[Stored items]

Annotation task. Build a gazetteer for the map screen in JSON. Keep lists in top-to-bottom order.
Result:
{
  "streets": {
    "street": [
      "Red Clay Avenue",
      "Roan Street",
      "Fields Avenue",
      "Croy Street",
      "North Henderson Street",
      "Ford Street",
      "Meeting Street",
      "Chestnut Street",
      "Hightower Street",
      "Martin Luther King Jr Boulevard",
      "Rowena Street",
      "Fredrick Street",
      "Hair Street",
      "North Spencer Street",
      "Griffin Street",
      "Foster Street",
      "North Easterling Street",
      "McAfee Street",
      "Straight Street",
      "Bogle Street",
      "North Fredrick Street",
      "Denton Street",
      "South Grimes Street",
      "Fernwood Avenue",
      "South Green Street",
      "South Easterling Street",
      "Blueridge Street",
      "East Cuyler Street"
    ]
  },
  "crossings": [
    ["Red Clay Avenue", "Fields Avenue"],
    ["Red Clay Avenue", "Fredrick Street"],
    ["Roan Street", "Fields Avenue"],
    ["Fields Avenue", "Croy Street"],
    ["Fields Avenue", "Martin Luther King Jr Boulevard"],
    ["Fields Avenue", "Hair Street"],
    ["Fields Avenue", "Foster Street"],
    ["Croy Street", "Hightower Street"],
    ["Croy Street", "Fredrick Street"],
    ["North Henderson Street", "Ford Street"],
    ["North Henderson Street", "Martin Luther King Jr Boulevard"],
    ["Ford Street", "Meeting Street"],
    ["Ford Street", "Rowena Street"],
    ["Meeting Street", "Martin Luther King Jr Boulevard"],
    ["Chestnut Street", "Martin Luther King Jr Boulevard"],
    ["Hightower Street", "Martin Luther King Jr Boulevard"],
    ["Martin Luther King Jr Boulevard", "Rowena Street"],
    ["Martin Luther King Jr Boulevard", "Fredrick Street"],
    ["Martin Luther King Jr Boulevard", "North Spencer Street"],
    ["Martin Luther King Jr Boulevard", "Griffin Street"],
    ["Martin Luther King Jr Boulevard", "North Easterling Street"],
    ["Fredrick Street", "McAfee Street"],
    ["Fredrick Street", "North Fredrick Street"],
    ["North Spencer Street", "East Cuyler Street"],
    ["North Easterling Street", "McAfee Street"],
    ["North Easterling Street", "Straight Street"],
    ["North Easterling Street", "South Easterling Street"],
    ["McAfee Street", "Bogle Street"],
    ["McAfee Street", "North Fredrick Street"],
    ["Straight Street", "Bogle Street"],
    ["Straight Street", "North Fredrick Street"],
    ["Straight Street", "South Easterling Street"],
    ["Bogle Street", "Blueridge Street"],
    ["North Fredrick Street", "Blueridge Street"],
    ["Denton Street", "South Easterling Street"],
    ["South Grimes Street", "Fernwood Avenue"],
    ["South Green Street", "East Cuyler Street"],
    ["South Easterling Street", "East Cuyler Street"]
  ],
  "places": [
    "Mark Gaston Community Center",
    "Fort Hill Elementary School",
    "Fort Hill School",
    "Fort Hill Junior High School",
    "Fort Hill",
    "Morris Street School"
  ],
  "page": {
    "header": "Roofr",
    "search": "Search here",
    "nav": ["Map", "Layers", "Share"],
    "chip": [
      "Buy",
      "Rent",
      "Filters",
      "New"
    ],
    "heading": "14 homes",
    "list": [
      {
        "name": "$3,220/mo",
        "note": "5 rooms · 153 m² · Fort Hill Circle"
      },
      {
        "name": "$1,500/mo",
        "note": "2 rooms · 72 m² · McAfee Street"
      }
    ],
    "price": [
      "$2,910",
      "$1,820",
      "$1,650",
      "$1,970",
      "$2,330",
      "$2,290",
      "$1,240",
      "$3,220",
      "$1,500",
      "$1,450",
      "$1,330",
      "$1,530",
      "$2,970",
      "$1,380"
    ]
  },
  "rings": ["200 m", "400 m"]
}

* _What to do_:
For the string "rooms", tally the lines above that contain it and give only the figure.

* _Completed task_:
2